In casual discussions about the hobby, I find a continuous thread of common ground everywhere I go. Many people, with a glint in their eye, tell a nostalgic story of an old pile of baseball cards they once held with pride. Unfortunately, most of those stories end with, "If only I had taken better care of them". We laugh when we remember how we use to handle those cards. I heard one guy tell about the cool sound a Mickey Mantle Rookie Card made when it flapped against the metal spokes of a bicycle wheel. He still has that card, but it isn't pretty. If only we knew then, what we know now, right?

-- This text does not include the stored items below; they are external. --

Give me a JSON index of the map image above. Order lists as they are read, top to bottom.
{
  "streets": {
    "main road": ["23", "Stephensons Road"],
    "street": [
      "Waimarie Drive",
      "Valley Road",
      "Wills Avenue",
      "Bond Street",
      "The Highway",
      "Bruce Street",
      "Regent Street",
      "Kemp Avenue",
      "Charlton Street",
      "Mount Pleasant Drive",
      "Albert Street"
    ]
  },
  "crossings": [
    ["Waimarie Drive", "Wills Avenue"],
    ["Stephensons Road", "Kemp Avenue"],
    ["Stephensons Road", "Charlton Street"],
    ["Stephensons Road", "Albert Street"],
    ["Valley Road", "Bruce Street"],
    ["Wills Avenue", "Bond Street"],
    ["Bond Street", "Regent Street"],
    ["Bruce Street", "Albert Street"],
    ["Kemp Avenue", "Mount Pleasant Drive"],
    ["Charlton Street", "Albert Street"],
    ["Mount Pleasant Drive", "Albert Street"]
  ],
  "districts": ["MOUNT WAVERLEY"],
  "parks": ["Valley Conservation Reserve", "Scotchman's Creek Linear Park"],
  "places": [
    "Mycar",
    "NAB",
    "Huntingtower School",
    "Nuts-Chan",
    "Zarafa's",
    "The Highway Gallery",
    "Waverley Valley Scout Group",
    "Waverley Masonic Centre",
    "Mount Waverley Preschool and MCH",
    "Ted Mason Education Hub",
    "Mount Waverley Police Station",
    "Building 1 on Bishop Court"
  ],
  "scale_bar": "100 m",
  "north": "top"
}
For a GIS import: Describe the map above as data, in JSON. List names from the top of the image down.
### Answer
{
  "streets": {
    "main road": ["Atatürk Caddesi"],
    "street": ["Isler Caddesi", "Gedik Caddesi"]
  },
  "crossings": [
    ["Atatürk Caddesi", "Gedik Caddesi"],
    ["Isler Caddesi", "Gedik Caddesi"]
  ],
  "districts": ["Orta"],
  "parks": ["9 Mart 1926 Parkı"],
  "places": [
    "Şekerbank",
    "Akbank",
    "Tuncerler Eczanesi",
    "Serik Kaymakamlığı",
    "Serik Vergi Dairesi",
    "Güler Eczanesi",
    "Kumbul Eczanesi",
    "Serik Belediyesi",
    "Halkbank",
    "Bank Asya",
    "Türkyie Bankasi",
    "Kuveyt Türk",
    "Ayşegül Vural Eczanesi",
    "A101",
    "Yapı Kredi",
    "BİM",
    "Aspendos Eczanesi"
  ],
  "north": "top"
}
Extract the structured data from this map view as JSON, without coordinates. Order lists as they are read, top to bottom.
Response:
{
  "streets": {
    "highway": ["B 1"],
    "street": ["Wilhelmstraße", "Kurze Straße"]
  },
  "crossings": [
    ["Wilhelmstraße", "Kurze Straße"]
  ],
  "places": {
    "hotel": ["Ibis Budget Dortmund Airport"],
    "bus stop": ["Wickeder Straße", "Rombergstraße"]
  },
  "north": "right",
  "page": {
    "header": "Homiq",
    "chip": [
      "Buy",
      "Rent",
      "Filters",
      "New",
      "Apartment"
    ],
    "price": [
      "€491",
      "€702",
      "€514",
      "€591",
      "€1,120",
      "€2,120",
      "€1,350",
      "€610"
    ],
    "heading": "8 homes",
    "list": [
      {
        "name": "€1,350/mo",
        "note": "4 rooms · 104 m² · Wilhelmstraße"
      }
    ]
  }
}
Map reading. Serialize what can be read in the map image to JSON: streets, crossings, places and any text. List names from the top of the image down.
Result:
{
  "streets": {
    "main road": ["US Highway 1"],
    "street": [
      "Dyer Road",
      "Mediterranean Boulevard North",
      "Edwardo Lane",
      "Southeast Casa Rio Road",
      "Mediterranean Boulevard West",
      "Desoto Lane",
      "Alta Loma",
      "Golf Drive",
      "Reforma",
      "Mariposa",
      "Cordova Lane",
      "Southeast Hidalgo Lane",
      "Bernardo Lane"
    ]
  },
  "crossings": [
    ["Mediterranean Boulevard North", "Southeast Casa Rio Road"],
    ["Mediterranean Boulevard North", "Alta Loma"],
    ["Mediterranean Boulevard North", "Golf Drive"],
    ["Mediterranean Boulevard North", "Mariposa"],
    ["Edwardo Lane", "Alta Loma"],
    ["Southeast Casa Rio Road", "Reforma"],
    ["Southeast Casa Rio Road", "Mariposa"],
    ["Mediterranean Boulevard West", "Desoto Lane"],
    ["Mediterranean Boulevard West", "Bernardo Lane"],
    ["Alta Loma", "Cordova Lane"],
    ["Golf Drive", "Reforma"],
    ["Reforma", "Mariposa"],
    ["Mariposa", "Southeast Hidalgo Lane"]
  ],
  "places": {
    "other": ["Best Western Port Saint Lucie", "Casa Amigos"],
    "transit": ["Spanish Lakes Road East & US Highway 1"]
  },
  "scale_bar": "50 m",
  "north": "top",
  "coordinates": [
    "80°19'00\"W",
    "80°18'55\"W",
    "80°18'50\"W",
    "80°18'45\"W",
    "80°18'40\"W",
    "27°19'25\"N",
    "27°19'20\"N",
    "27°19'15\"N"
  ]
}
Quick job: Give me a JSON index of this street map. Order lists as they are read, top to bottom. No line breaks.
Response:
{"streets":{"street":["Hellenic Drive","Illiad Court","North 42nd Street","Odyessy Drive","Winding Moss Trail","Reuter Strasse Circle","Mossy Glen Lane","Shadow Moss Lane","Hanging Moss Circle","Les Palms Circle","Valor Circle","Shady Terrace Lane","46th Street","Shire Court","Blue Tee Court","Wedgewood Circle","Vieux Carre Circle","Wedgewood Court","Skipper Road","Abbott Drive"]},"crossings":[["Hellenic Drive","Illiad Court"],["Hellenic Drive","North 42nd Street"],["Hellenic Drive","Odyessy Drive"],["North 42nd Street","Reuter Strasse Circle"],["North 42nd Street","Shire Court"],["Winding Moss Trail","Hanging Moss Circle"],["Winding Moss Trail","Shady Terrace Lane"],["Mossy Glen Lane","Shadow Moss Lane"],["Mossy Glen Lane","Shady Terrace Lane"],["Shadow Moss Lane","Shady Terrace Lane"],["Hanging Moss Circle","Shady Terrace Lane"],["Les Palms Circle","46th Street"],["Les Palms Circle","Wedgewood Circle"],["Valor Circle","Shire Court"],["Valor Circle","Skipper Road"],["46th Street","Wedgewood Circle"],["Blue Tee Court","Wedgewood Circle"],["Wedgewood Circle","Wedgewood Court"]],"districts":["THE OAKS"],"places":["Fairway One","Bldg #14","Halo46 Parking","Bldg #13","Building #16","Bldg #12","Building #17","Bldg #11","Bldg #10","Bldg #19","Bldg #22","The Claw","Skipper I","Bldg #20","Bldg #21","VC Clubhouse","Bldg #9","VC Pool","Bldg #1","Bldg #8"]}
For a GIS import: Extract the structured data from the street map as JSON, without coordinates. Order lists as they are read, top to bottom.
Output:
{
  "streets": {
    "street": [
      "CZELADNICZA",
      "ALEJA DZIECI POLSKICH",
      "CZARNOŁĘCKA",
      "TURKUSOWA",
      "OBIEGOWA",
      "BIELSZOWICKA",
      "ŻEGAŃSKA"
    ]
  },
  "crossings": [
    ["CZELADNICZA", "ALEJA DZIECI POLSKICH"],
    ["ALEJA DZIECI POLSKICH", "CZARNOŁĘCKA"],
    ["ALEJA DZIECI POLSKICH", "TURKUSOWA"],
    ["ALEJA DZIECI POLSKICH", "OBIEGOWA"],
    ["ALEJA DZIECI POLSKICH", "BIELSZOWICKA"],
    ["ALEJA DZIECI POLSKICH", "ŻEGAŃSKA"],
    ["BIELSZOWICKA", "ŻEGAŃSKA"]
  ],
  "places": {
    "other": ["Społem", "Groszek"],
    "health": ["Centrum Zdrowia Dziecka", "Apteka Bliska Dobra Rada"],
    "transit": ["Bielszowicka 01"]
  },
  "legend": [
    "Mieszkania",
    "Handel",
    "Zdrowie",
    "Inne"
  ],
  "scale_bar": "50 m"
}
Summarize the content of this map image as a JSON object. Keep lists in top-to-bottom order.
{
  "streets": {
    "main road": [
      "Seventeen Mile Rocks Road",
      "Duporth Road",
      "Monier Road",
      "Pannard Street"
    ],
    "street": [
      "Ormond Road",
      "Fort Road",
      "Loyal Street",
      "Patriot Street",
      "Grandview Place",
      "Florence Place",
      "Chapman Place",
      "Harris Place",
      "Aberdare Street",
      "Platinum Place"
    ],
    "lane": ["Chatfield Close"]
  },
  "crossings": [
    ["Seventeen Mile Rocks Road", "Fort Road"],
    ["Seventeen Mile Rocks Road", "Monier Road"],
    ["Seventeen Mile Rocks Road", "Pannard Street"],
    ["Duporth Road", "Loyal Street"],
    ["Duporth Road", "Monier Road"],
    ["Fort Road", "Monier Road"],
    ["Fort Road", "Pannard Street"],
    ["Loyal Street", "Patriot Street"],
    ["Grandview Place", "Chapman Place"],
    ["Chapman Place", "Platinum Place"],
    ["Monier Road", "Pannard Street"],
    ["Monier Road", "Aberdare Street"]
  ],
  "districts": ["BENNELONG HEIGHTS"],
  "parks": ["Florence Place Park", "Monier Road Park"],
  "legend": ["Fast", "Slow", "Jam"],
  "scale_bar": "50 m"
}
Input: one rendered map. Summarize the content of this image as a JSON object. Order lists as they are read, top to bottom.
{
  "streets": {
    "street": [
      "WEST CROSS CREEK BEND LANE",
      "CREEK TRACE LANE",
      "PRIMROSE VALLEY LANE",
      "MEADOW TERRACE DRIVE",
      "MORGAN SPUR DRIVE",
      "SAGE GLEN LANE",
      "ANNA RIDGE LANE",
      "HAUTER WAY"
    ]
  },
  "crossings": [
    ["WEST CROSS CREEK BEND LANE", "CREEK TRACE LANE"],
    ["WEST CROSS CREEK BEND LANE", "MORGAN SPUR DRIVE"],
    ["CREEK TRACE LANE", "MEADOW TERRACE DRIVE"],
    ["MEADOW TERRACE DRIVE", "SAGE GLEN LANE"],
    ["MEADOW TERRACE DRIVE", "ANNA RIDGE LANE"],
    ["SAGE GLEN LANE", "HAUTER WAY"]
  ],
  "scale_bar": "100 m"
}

And that brings us to the main point of this article. How do you assess the value of your baseball cards? Well, there are six factors that have always been critical in the evaluation process. The list goes as follows: Player Popularity, Rarity of the card, Brand recognition, Age of the card and the Condition of the card.

Today, the single most effectual factor is the Condition of the card. "Wait a minute", you say, "Everyone knows that the Rarity of a card trumps all the other factors". Yes, that's true, Rarity reigns supreme. But, Condition is the Rarity X-factor. Take that T206 Honus Wagner, for example. The experts agree that there are anywhere from 50 to 75 of them in existence today. 50 to 75, now that's a rare baseball card! The recent sales and re-sales of these cards have been tracked and documented with intense scrutiny. Making my point, many of those cards sold for hundreds of thousands of dollars less than the aforementioned "Mona Lisa".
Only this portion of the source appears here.